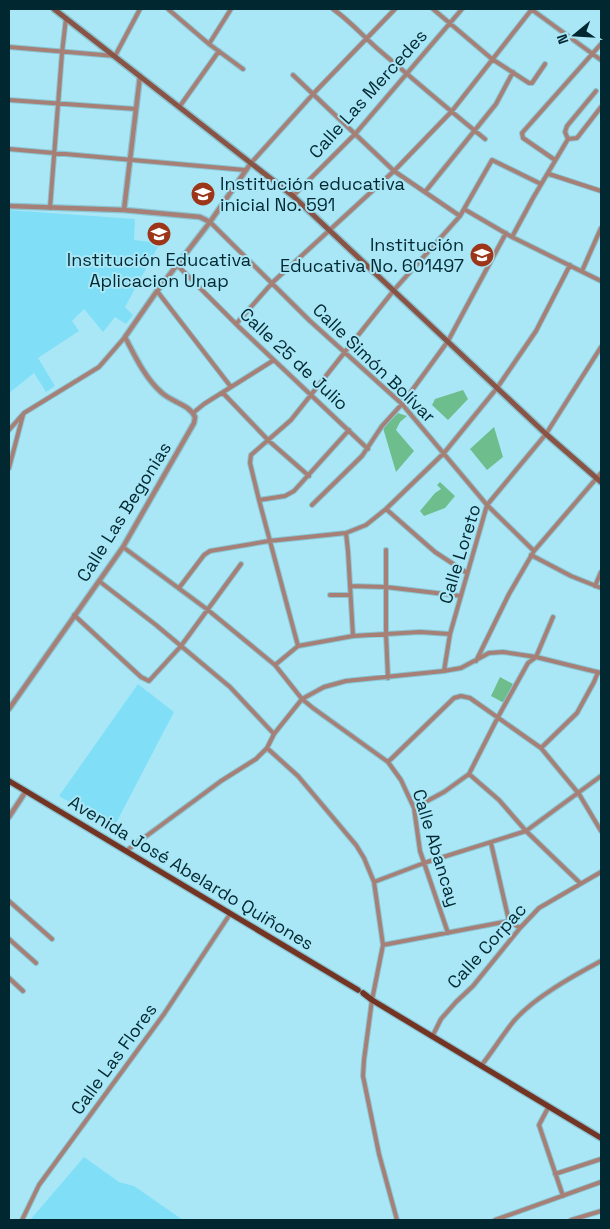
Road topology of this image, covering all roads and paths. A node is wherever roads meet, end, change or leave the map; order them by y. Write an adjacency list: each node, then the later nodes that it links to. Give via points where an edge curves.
1 (54, 9): 10 (main road)
2 (140, 9): 19 (street)
3 (168, 9): 13 (street)
4 (231, 9): 13 (street)
5 (333, 9): 12 (street)
6 (395, 9): 12 (street)
7 (433, 9): 11 (street)
8 (462, 9): 11 (street, Calle Las Mercedes)
9 (532, 9): 18 (street); 20 (street)
10 (66, 18): 17 (street); 19 (main road)
11 (449, 22): 20 (street); 25 (street, Calle Las Mercedes)
12 (366, 39): 25 (street); 29 (street)
13 (209, 44): 16 (street)
14 (601, 44): 18 (street)
15 (9, 47): 17 (street)
16 (219, 51): 23 (street); 32 (street)
17 (62, 53): 19 (street); 31 (street)
18 (593, 54): 21 (street); 43 (street, via 522,136)
19 (115, 56): 27 (main road)
20 (492, 59): 24 (street); 35 (street)
21 (601, 60)
22 (544, 64): 24 (street, via 532,83)
23 (243, 69)
24 (513, 72): 36 (street, via 496,104)
25 (406, 74): 35 (street); 37 (street, Calle Las Mercedes)
26 (293, 75): 29 (street)
27 (140, 76): 32 (main road); 34 (street)
28 (596, 91): 39 (street, via 567,126)
29 (314, 93): 37 (street); 44 (street)
30 (9, 100): 31 (street)
31 (58, 103): 34 (street); 41 (street)
32 (180, 106): 44 (main road)
33 (601, 106): 39 (street, via 577,138)
34 (136, 108): 42 (street)
35 (452, 111): 36 (street); 46 (street)
36 (474, 130): 38 (street); 50 (street)
37 (356, 133): 46 (street); 51 (street, Calle Las Mercedes)
38 (485, 139)
39 (568, 139): 43 (street)
40 (9, 149): 41 (street)
41 (55, 152): 42 (street); 53 (street)
42 (130, 159): 45 (street); 55 (street)
43 (555, 160): 47 (street)
44 (251, 163): 45 (street); 51 (main road)
45 (246, 170): 57 (street)
46 (394, 171): 50 (street); 59 (street)
47 (549, 174): 48 (street); 49 (street)
48 (541, 184): 54 (street, via 492,160); 61 (street)
49 (601, 190)
50 (425, 192): 56 (street)
51 (293, 196): 59 (main road)
52 (9, 206): 53 (street)
53 (50, 208): 55 (street)
54 (464, 209): 56 (street); 60 (street)
55 (124, 210): 57 (street, via 200,217)
56 (460, 216): 67 (street)
57 (210, 222): 62 (street); 66 (street, Calle Simón Bolívar)
58 (601, 228): 64 (street)
59 (329, 229): 66 (street); 67 (main road)
60 (506, 234): 61 (street); 71 (street)
61 (512, 237): 63 (street)
62 (177, 265): 68 (street); 69 (street, Calle 25 de Julio)
63 (570, 265): 64 (street); 76 (street, via 536,331)
64 (582, 271): 65 (street)
65 (601, 281)
66 (273, 282): 69 (street); 73 (street, Calle Simón Bolívar)
67 (394, 290): 71 (main road); 73 (street)
68 (157, 291): 70 (street); 75 (street)
69 (236, 324): 74 (street, Calle 25 de Julio)
70 (125, 337): 80 (street, via 99,367); 81 (street, via 153,384 162,394)
71 (448, 340): 76 (main road); 79 (street)
72 (601, 347): 84 (street, Calle Loreto)
73 (346, 353): 78 (street); 79 (street, Calle Simón Bolívar)
74 (274, 360): 75 (street); 78 (street, Calle 25 de Julio)
75 (232, 387): 77 (street)
76 (497, 388): 84 (main road); 87 (street)
77 (223, 393): 81 (street); 85 (street)
78 (312, 395): 83 (street, Calle 25 de Julio); 85 (street)
79 (402, 404): 86 (street); 87 (street, Calle Simón Bolívar)
80 (24, 413): 82 (street); 88 (street)
81 (193, 414): 98 (street, Calle Las Begonias, via 195,420 186,440)
82 (9, 430)
83 (349, 430): 86 (street, Calle 25 de Julio); 90 (street)
84 (546, 434): 91 (main road); 94 (street, Calle Loreto)
85 (269, 441): 90 (street); 92 (street, via 250,458)
86 (368, 448): 93 (street)
87 (444, 453): 94 (street, Calle Simón Bolívar); 95 (street)
88 (9, 468)
89 (601, 473): 91 (street)
90 (308, 476): 92 (street, via 285,496)
91 (599, 480): 100 (street)
92 (259, 500): 97 (street)
93 (312, 505)
94 (487, 505): 100 (street, Calle Simón Bolívar); 103 (street, Calle Loreto)
95 (386, 509): 96 (street, via 366,525); 103 (street, via 435,552)
96 (346, 533): 97 (street); 105 (street)
97 (269, 541): 108 (street, via 207,552); 120 (street)
98 (123, 546): 104 (street, Calle Las Begonias); 108 (street, Calle Abancay)
99 (386, 550): 107 (street)
100 (533, 553): 106 (street, Calle Simón Bolívar); 122 (street)
101 (241, 564): 113 (street)
102 (601, 572): 106 (street)
103 (467, 573): 112 (street, Calle Loreto)
104 (99, 581): 114 (street, Calle Las Begonias); 119 (street)
105 (350, 586): 107 (street); 110 (street)
106 (595, 586): 109 (street, Calle Simón Bolívar)
107 (386, 587): 112 (street); 116 (street)
108 (179, 588): 113 (street, Calle Abancay)
109 (601, 588)
110 (350, 595): 111 (street); 118 (street)
111 (330, 596)
112 (461, 596): 117 (street, Calle Loreto)
113 (208, 610): 119 (street); 123 (street, Calle Abancay)
114 (74, 616): 119 (street, via 146,681); 128 (street, Calle Las Begonias)
115 (553, 617): 121 (street)
116 (386, 634): 117 (street); 118 (street); 126 (street)
117 (450, 634): 124 (street, Calle Loreto)
118 (353, 636): 120 (street)
119 (181, 646): 130 (street, via 230,687)
120 (298, 646): 123 (street)
121 (536, 657): 122 (street, via 503,652 489,653); 125 (street); 129 (street, via 528,663)
122 (476, 661): 124 (street)
123 (275, 665): 127 (street, Calle Abancay)
124 (444, 671): 126 (street)
125 (600, 673): 132 (street, via 577,713)
126 (388, 678): 127 (street, via 346,681 324,687)
127 (302, 699): 130 (street); 133 (street, Calle Abancay)
128 (9, 709)
129 (498, 717): 132 (street); 133 (street, via 470,698 454,698); 134 (street)
130 (274, 734): 131 (street)
131 (267, 748): 144 (street); 147 (street, via 298,776 356,845)
132 (541, 748): 138 (street)
133 (388, 762): 139 (street, Calle Abancay)
134 (469, 774): 139 (street); 142 (street, via 499,800)
135 (601, 776): 138 (street)
136 (9, 781): 137 (main road, Avenida José Abelardo Quiñones)
137 (26, 791): 140 (street); 144 (main road, Avenida José Abelardo Quiñones)
138 (579, 794): 141 (street); 142 (street)
139 (414, 808): 145 (street, Calle Abancay)
140 (9, 817)
141 (601, 830)
142 (526, 831): 143 (street); 148 (street)
143 (491, 843): 145 (street); 151 (street)
144 (126, 851): 150 (main road, Avenida José Abelardo Quiñones)
145 (424, 863): 147 (street); 153 (street, Calle Abancay)
146 (601, 872): 148 (street, Calle Corpac)
147 (374, 882): 156 (street)
148 (580, 883): 152 (street, Calle Corpac, via 539,908)
149 (9, 901): 155 (street)
150 (230, 914): 161 (main road, Avenida José Abelardo Quiñones); 171 (street, Calle Las Flores, via 164,1014 39,1185)
151 (509, 921): 152 (street); 153 (street)
152 (520, 928): 162 (street, Calle Corpac, via 473,986 441,1019)
153 (448, 933): 156 (street)
154 (9, 939): 158 (street)
155 (52, 939)
156 (383, 945): 161 (street)
157 (601, 961): 163 (street, via 526,1010)
158 (36, 963)
159 (9, 978): 160 (street)
160 (23, 991)
161 (372, 1000): 162 (main road, Avenida José Abelardo Quiñones); 172 (street, via 363,1076)
162 (432, 1037): 163 (main road, Avenida José Abelardo Quiñones)
163 (481, 1066): 164 (main road, Avenida José Abelardo Quiñones)
164 (549, 1106): 165 (main road, Avenida José Abelardo Quiñones); 167 (street, via 540,1126)
165 (601, 1138)
166 (601, 1158): 167 (street)
167 (555, 1174): 169 (street)
168 (601, 1182): 169 (street)
169 (563, 1196): 173 (street)
170 (601, 1211): 174 (street)
171 (22, 1220)
172 (397, 1220)
173 (495, 1220)
174 (571, 1220)

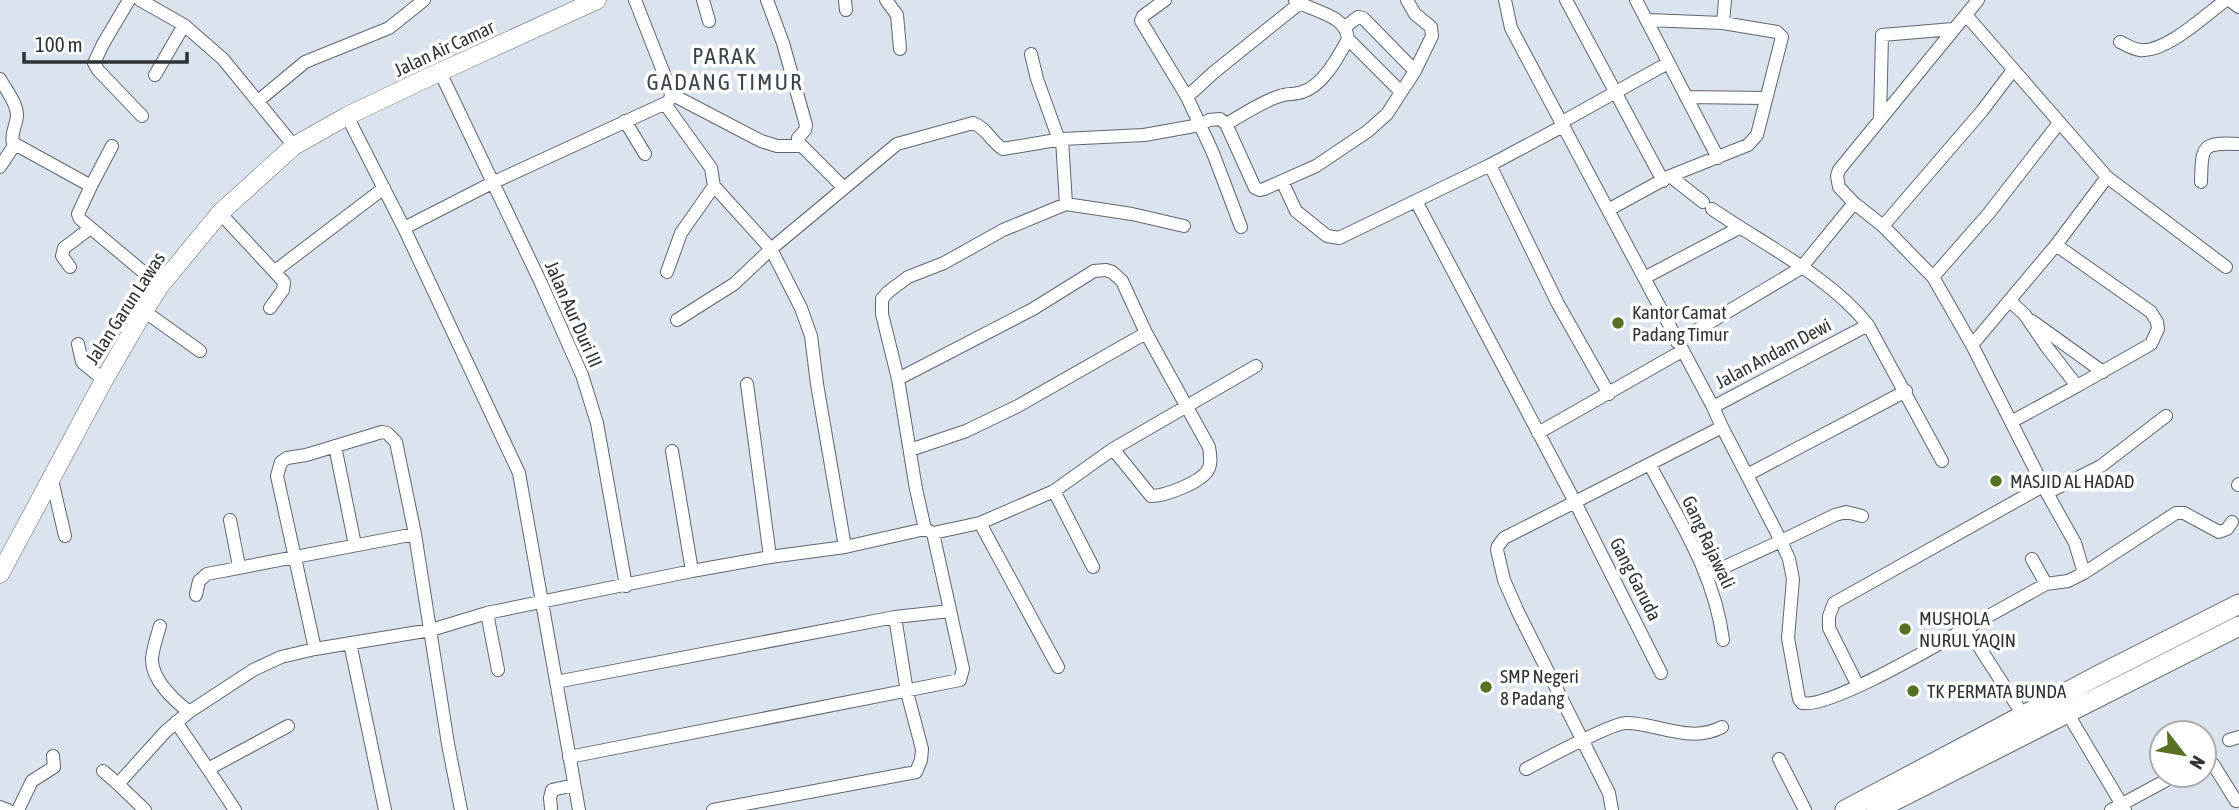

- - - - -

What is needed:
The expected output is every line from the material above where "Abancay" can be found.

Response:
98 (123, 546): 104 (street, Calle Las Begonias); 108 (street, Calle Abancay)
108 (179, 588): 113 (street, Calle Abancay)
113 (208, 610): 119 (street); 123 (street, Calle Abancay)
123 (275, 665): 127 (street, Calle Abancay)
127 (302, 699): 130 (street); 133 (street, Calle Abancay)
133 (388, 762): 139 (street, Calle Abancay)
139 (414, 808): 145 (street, Calle Abancay)
145 (424, 863): 147 (street); 153 (street, Calle Abancay)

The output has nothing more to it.